PROBLEM REQUIREMENTS: From start to finish, set down the entries below exactly, leaving out the pictures.

*** DATA FOR THIS EXERCISE Section Begins ***

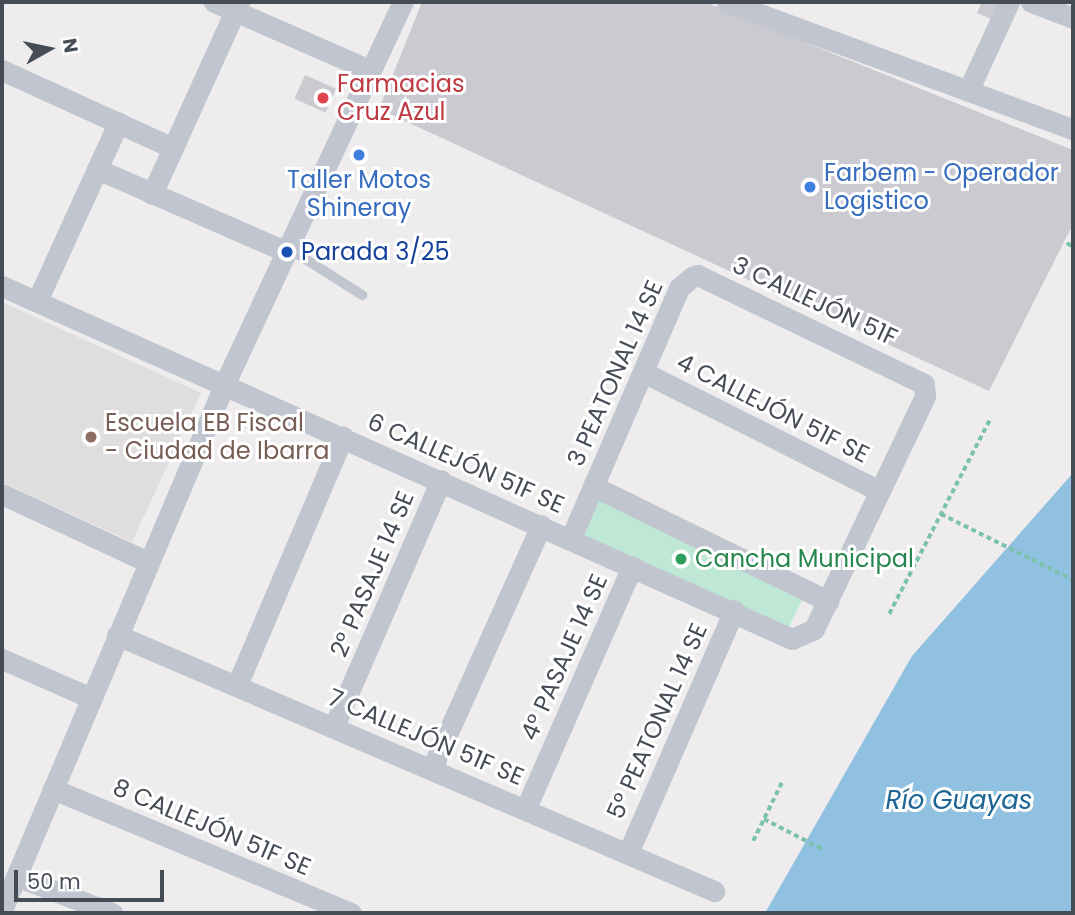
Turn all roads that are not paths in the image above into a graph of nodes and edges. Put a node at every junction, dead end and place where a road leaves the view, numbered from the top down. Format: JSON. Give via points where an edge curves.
{"nodes":[{"id":1,"x":214,"y":2,"type":"edge"},
{"id":2,"x":403,"y":2,"type":"edge"},
{"id":3,"x":727,"y":2,"type":"edge"},
{"id":4,"x":1009,"y":2,"type":"edge"},
{"id":5,"x":1031,"y":2,"type":"edge"},
{"id":6,"x":237,"y":6,"type":"edge"},
{"id":7,"x":1073,"y":18,"type":"edge"},
{"id":8,"x":2,"y":70,"type":"edge"},
{"id":9,"x":370,"y":70,"type":"junction"},
{"id":10,"x":968,"y":92,"type":"junction"},
{"id":11,"x":118,"y":123,"type":"junction"},
{"id":12,"x":1073,"y":130,"type":"edge"},
{"id":13,"x":173,"y":148,"type":"junction"},
{"id":14,"x":97,"y":169,"type":"junction"},
{"id":15,"x":152,"y":194,"type":"junction"},
{"id":16,"x":288,"y":250,"type":"junction"},
{"id":17,"x":698,"y":275,"type":"joint"},
{"id":18,"x":2,"y":286,"type":"edge"},
{"id":19,"x":362,"y":295,"type":"dead end"},
{"id":20,"x":37,"y":301,"type":"junction"},
{"id":21,"x":645,"y":373,"type":"junction"},
{"id":22,"x":225,"y":383,"type":"junction"},
{"id":23,"x":343,"y":437,"type":"junction"},
{"id":24,"x":441,"y":480,"type":"junction"},
{"id":25,"x":593,"y":486,"type":"junction"},
{"id":26,"x":878,"y":490,"type":"junction"},
{"id":27,"x":2,"y":494,"type":"edge"},
{"id":28,"x":541,"y":525,"type":"junction"},
{"id":29,"x":571,"y":538,"type":"junction"},
{"id":30,"x":148,"y":562,"type":"junction"},
{"id":31,"x":632,"y":565,"type":"junction"},
{"id":32,"x":828,"y":601,"type":"junction"},
{"id":33,"x":734,"y":610,"type":"junction"},
{"id":34,"x":117,"y":635,"type":"junction"},
{"id":35,"x":2,"y":659,"type":"edge"},
{"id":36,"x":237,"y":685,"type":"junction"},
{"id":37,"x":91,"y":698,"type":"junction"},
{"id":38,"x":334,"y":726,"type":"junction"},
{"id":39,"x":432,"y":768,"type":"junction"},
{"id":40,"x":53,"y":789,"type":"junction"},
{"id":41,"x":526,"y":808,"type":"junction"},
{"id":42,"x":628,"y":853,"type":"junction"},
{"id":43,"x":16,"y":876,"type":"junction"},
{"id":44,"x":714,"y":891,"type":"dead end"},
{"id":45,"x":2,"y":910,"type":"edge"},
{"id":46,"x":112,"y":913,"type":"edge"},
{"id":47,"x":351,"y":913,"type":"edge"}],
"edges":[{"from":1,"to":6,"type":"street"},
{"from":2,"to":9,"type":"street"},
{"from":3,"to":10,"type":"street"},
{"from":4,"to":10,"type":"street"},
{"from":5,"to":7,"type":"street"},
{"from":6,"to":9,"type":"street"},
{"from":6,"to":13,"type":"street"},
{"from":8,"to":11,"type":"street"},
{"from":9,"to":16,"type":"street"},
{"from":10,"to":12,"type":"street"},
{"from":11,"to":13,"type":"street"},
{"from":11,"to":14,"type":"street"},
{"from":13,"to":15,"type":"street"},
{"from":14,"to":15,"type":"street"},
{"from":14,"to":20,"type":"street"},
{"from":15,"to":16,"type":"street"},
{"from":16,"to":19,"type":"lane"},
{"from":16,"to":22,"type":"street"},
{"from":17,"to":21,"type":"street","name":"3 PEATONAL 14 SE","via":[[679,288]]},
{"from":17,"to":26,"type":"street","name":"3 CALLEJÓN 51F","via":[[924,384],[925,396]]},
{"from":18,"to":20,"type":"street","name":"6 CALLEJÓN 51F SE"},
{"from":20,"to":22,"type":"street","name":"6 CALLEJÓN 51F SE"},
{"from":21,"to":25,"type":"street","name":"3 PEATONAL 14 SE"},
{"from":21,"to":26,"type":"street","name":"4 CALLEJÓN 51F SE"},
{"from":22,"to":23,"type":"street","name":"6 CALLEJÓN 51F SE"},
{"from":22,"to":30,"type":"street"},
{"from":23,"to":24,"type":"street","name":"6 CALLEJÓN 51F SE"},
{"from":23,"to":36,"type":"street"},
{"from":24,"to":28,"type":"street","name":"6 CALLEJÓN 51F SE"},
{"from":24,"to":38,"type":"street","name":"2° PASAJE 14 SE"},
{"from":25,"to":29,"type":"street","name":"3 PEATONAL 14 SE"},
{"from":25,"to":32,"type":"street"},
{"from":26,"to":32,"type":"street"},
{"from":27,"to":30,"type":"street"},
{"from":28,"to":29,"type":"street","name":"6 CALLEJÓN 51F SE"},
{"from":28,"to":39,"type":"street"},
{"from":29,"to":31,"type":"street","name":"6 CALLEJÓN 51F SE"},
{"from":30,"to":34,"type":"street"},
{"from":31,"to":33,"type":"street","name":"6 CALLEJÓN 51F SE"},
{"from":31,"to":41,"type":"street","name":"4° PASAJE 14 SE"},
{"from":32,"to":33,"type":"street","name":"6 CALLEJÓN 51F SE","via":[[814,629],[792,639]]},
{"from":33,"to":42,"type":"street","name":"5° PEATONAL 14 SE"},
{"from":34,"to":36,"type":"street","name":"7 CALLEJÓN 51F SE"},
{"from":34,"to":37,"type":"street"},
{"from":35,"to":37,"type":"street"},
{"from":36,"to":38,"type":"street","name":"7 CALLEJÓN 51F SE"},
{"from":37,"to":40,"type":"street"},
{"from":38,"to":39,"type":"street","name":"7 CALLEJÓN 51F SE"},
{"from":39,"to":41,"type":"street","name":"7 CALLEJÓN 51F SE"},
{"from":40,"to":43,"type":"street"},
{"from":40,"to":47,"type":"street","name":"8 CALLEJÓN 51F SE"},
{"from":41,"to":42,"type":"street","name":"7 CALLEJÓN 51F SE"},
{"from":42,"to":44,"type":"street","name":"7 CALLEJÓN 51F SE"},
{"from":43,"to":45,"type":"street"},
{"from":43,"to":46,"type":"street"}]}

*** DATA FOR THIS EXERCISE Section Ends ***

RESPONSE FOR THIS EXERCISE:
Turn all roads that are not paths in the image above into a graph of nodes and edges. Put a node at every junction, dead end and place where a road leaves the view, numbered from the top down. Format: JSON. Give via points where an edge curves.
{"nodes":[{"id":1,"x":214,"y":2,"type":"edge"},
{"id":2,"x":403,"y":2,"type":"edge"},
{"id":3,"x":727,"y":2,"type":"edge"},
{"id":4,"x":1009,"y":2,"type":"edge"},
{"id":5,"x":1031,"y":2,"type":"edge"},
{"id":6,"x":237,"y":6,"type":"edge"},
{"id":7,"x":1073,"y":18,"type":"edge"},
{"id":8,"x":2,"y":70,"type":"edge"},
{"id":9,"x":370,"y":70,"type":"junction"},
{"id":10,"x":968,"y":92,"type":"junction"},
{"id":11,"x":118,"y":123,"type":"junction"},
{"id":12,"x":1073,"y":130,"type":"edge"},
{"id":13,"x":173,"y":148,"type":"junction"},
{"id":14,"x":97,"y":169,"type":"junction"},
{"id":15,"x":152,"y":194,"type":"junction"},
{"id":16,"x":288,"y":250,"type":"junction"},
{"id":17,"x":698,"y":275,"type":"joint"},
{"id":18,"x":2,"y":286,"type":"edge"},
{"id":19,"x":362,"y":295,"type":"dead end"},
{"id":20,"x":37,"y":301,"type":"junction"},
{"id":21,"x":645,"y":373,"type":"junction"},
{"id":22,"x":225,"y":383,"type":"junction"},
{"id":23,"x":343,"y":437,"type":"junction"},
{"id":24,"x":441,"y":480,"type":"junction"},
{"id":25,"x":593,"y":486,"type":"junction"},
{"id":26,"x":878,"y":490,"type":"junction"},
{"id":27,"x":2,"y":494,"type":"edge"},
{"id":28,"x":541,"y":525,"type":"junction"},
{"id":29,"x":571,"y":538,"type":"junction"},
{"id":30,"x":148,"y":562,"type":"junction"},
{"id":31,"x":632,"y":565,"type":"junction"},
{"id":32,"x":828,"y":601,"type":"junction"},
{"id":33,"x":734,"y":610,"type":"junction"},
{"id":34,"x":117,"y":635,"type":"junction"},
{"id":35,"x":2,"y":659,"type":"edge"},
{"id":36,"x":237,"y":685,"type":"junction"},
{"id":37,"x":91,"y":698,"type":"junction"},
{"id":38,"x":334,"y":726,"type":"junction"},
{"id":39,"x":432,"y":768,"type":"junction"},
{"id":40,"x":53,"y":789,"type":"junction"},
{"id":41,"x":526,"y":808,"type":"junction"},
{"id":42,"x":628,"y":853,"type":"junction"},
{"id":43,"x":16,"y":876,"type":"junction"},
{"id":44,"x":714,"y":891,"type":"dead end"},
{"id":45,"x":2,"y":910,"type":"edge"},
{"id":46,"x":112,"y":913,"type":"edge"},
{"id":47,"x":351,"y":913,"type":"edge"}],
"edges":[{"from":1,"to":6,"type":"street"},
{"from":2,"to":9,"type":"street"},
{"from":3,"to":10,"type":"street"},
{"from":4,"to":10,"type":"street"},
{"from":5,"to":7,"type":"street"},
{"from":6,"to":9,"type":"street"},
{"from":6,"to":13,"type":"street"},
{"from":8,"to":11,"type":"street"},
{"from":9,"to":16,"type":"street"},
{"from":10,"to":12,"type":"street"},
{"from":11,"to":13,"type":"street"},
{"from":11,"to":14,"type":"street"},
{"from":13,"to":15,"type":"street"},
{"from":14,"to":15,"type":"street"},
{"from":14,"to":20,"type":"street"},
{"from":15,"to":16,"type":"street"},
{"from":16,"to":19,"type":"lane"},
{"from":16,"to":22,"type":"street"},
{"from":17,"to":21,"type":"street","name":"3 PEATONAL 14 SE","via":[[679,288]]},
{"from":17,"to":26,"type":"street","name":"3 CALLEJÓN 51F","via":[[924,384],[925,396]]},
{"from":18,"to":20,"type":"street","name":"6 CALLEJÓN 51F SE"},
{"from":20,"to":22,"type":"street","name":"6 CALLEJÓN 51F SE"},
{"from":21,"to":25,"type":"street","name":"3 PEATONAL 14 SE"},
{"from":21,"to":26,"type":"street","name":"4 CALLEJÓN 51F SE"},
{"from":22,"to":23,"type":"street","name":"6 CALLEJÓN 51F SE"},
{"from":22,"to":30,"type":"street"},
{"from":23,"to":24,"type":"street","name":"6 CALLEJÓN 51F SE"},
{"from":23,"to":36,"type":"street"},
{"from":24,"to":28,"type":"street","name":"6 CALLEJÓN 51F SE"},
{"from":24,"to":38,"type":"street","name":"2° PASAJE 14 SE"},
{"from":25,"to":29,"type":"street","name":"3 PEATONAL 14 SE"},
{"from":25,"to":32,"type":"street"},
{"from":26,"to":32,"type":"street"},
{"from":27,"to":30,"type":"street"},
{"from":28,"to":29,"type":"street","name":"6 CALLEJÓN 51F SE"},
{"from":28,"to":39,"type":"street"},
{"from":29,"to":31,"type":"street","name":"6 CALLEJÓN 51F SE"},
{"from":30,"to":34,"type":"street"},
{"from":31,"to":33,"type":"street","name":"6 CALLEJÓN 51F SE"},
{"from":31,"to":41,"type":"street","name":"4° PASAJE 14 SE"},
{"from":32,"to":33,"type":"street","name":"6 CALLEJÓN 51F SE","via":[[814,629],[792,639]]},
{"from":33,"to":42,"type":"street","name":"5° PEATONAL 14 SE"},
{"from":34,"to":36,"type":"street","name":"7 CALLEJÓN 51F SE"},
{"from":34,"to":37,"type":"street"},
{"from":35,"to":37,"type":"street"},
{"from":36,"to":38,"type":"street","name":"7 CALLEJÓN 51F SE"},
{"from":37,"to":40,"type":"street"},
{"from":38,"to":39,"type":"street","name":"7 CALLEJÓN 51F SE"},
{"from":39,"to":41,"type":"street","name":"7 CALLEJÓN 51F SE"},
{"from":40,"to":43,"type":"street"},
{"from":40,"to":47,"type":"street","name":"8 CALLEJÓN 51F SE"},
{"from":41,"to":42,"type":"street","name":"7 CALLEJÓN 51F SE"},
{"from":42,"to":44,"type":"street","name":"7 CALLEJÓN 51F SE"},
{"from":43,"to":45,"type":"street"},
{"from":43,"to":46,"type":"street"}]}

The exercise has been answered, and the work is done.